━━ Data extract

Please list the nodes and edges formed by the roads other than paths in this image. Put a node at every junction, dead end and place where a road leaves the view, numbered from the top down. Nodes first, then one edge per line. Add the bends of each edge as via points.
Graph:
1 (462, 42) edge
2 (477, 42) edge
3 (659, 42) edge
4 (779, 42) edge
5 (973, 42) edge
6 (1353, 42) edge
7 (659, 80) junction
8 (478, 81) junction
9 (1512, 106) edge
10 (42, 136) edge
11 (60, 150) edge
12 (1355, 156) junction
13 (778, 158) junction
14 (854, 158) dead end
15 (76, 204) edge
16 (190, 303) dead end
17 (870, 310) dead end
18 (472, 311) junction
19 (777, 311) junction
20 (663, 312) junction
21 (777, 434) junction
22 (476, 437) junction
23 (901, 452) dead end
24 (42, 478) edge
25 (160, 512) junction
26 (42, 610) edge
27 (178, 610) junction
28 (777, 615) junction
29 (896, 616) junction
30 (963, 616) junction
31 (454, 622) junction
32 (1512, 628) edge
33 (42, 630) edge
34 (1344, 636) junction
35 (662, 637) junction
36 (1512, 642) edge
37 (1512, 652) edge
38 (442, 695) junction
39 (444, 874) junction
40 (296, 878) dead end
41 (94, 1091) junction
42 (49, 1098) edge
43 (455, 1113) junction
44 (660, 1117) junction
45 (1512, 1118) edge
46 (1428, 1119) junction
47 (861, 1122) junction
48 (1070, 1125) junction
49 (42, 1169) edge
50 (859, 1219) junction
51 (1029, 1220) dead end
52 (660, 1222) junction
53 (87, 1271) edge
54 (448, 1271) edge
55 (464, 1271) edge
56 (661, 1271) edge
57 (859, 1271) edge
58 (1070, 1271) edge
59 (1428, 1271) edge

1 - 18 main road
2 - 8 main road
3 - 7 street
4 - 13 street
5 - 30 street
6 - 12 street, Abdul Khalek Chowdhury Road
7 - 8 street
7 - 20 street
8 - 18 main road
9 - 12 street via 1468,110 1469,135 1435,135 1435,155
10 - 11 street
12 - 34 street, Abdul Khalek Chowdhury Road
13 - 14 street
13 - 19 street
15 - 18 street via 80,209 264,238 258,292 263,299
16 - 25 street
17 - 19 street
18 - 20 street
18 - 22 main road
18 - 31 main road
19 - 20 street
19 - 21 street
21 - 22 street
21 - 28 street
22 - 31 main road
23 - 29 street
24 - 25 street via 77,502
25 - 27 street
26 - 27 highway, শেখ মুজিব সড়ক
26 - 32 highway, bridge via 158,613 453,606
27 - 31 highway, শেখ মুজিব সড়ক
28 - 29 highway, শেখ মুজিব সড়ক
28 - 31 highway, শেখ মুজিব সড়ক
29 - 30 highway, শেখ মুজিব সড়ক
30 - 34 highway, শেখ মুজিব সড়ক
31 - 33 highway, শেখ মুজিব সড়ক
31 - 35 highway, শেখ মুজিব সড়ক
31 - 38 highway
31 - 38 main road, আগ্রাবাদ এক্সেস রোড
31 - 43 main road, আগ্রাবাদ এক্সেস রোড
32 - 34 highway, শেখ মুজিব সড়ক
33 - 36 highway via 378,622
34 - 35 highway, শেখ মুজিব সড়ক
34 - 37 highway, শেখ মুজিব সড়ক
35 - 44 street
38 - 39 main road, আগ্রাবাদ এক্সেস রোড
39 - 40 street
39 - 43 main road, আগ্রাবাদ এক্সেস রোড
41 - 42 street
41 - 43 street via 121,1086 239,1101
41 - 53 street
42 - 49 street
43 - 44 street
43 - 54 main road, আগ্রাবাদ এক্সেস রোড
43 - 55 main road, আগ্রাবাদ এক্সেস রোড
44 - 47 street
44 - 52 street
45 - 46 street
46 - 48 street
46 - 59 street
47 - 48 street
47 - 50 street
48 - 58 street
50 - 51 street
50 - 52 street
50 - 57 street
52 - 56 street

━━━━

Transcribe the records exactly as they appear.

Please list the nodes and edges formed by the roads other than paths in this image. Put a node at every junction, dead end and place where a road leaves the view, numbered from the top down. Nodes first, then one edge per line. Add the bends of each edge as via points.
Graph:
1 (462, 42) edge
2 (477, 42) edge
3 (659, 42) edge
4 (779, 42) edge
5 (973, 42) edge
6 (1353, 42) edge
7 (659, 80) junction
8 (478, 81) junction
9 (1512, 106) edge
10 (42, 136) edge
11 (60, 150) edge
12 (1355, 156) junction
13 (778, 158) junction
14 (854, 158) dead end
15 (76, 204) edge
16 (190, 303) dead end
17 (870, 310) dead end
18 (472, 311) junction
19 (777, 311) junction
20 (663, 312) junction
21 (777, 434) junction
22 (476, 437) junction
23 (901, 452) dead end
24 (42, 478) edge
25 (160, 512) junction
26 (42, 610) edge
27 (178, 610) junction
28 (777, 615) junction
29 (896, 616) junction
30 (963, 616) junction
31 (454, 622) junction
32 (1512, 628) edge
33 (42, 630) edge
34 (1344, 636) junction
35 (662, 637) junction
36 (1512, 642) edge
37 (1512, 652) edge
38 (442, 695) junction
39 (444, 874) junction
40 (296, 878) dead end
41 (94, 1091) junction
42 (49, 1098) edge
43 (455, 1113) junction
44 (660, 1117) junction
45 (1512, 1118) edge
46 (1428, 1119) junction
47 (861, 1122) junction
48 (1070, 1125) junction
49 (42, 1169) edge
50 (859, 1219) junction
51 (1029, 1220) dead end
52 (660, 1222) junction
53 (87, 1271) edge
54 (448, 1271) edge
55 (464, 1271) edge
56 (661, 1271) edge
57 (859, 1271) edge
58 (1070, 1271) edge
59 (1428, 1271) edge

1 - 18 main road
2 - 8 main road
3 - 7 street
4 - 13 street
5 - 30 street
6 - 12 street, Abdul Khalek Chowdhury Road
7 - 8 street
7 - 20 street
8 - 18 main road
9 - 12 street via 1468,110 1469,135 1435,135 1435,155
10 - 11 street
12 - 34 street, Abdul Khalek Chowdhury Road
13 - 14 street
13 - 19 street
15 - 18 street via 80,209 264,238 258,292 263,299
16 - 25 street
17 - 19 street
18 - 20 street
18 - 22 main road
18 - 31 main road
19 - 20 street
19 - 21 street
21 - 22 street
21 - 28 street
22 - 31 main road
23 - 29 street
24 - 25 street via 77,502
25 - 27 street
26 - 27 highway, শেখ মুজিব সড়ক
26 - 32 highway, bridge via 158,613 453,606
27 - 31 highway, শেখ মুজিব সড়ক
28 - 29 highway, শেখ মুজিব সড়ক
28 - 31 highway, শেখ মুজিব সড়ক
29 - 30 highway, শেখ মুজিব সড়ক
30 - 34 highway, শেখ মুজিব সড়ক
31 - 33 highway, শেখ মুজিব সড়ক
31 - 35 highway, শেখ মুজিব সড়ক
31 - 38 highway
31 - 38 main road, আগ্রাবাদ এক্সেস রোড
31 - 43 main road, আগ্রাবাদ এক্সেস রোড
32 - 34 highway, শেখ মুজিব সড়ক
33 - 36 highway via 378,622
34 - 35 highway, শেখ মুজিব সড়ক
34 - 37 highway, শেখ মুজিব সড়ক
35 - 44 street
38 - 39 main road, আগ্রাবাদ এক্সেস রোড
39 - 40 street
39 - 43 main road, আগ্রাবাদ এক্সেস রোড
41 - 42 street
41 - 43 street via 121,1086 239,1101
41 - 53 street
42 - 49 street
43 - 44 street
43 - 54 main road, আগ্রাবাদ এক্সেস রোড
43 - 55 main road, আগ্রাবাদ এক্সেস রোড
44 - 47 street
44 - 52 street
45 - 46 street
46 - 48 street
46 - 59 street
47 - 48 street
47 - 50 street
48 - 58 street
50 - 51 street
50 - 52 street
50 - 57 street
52 - 56 street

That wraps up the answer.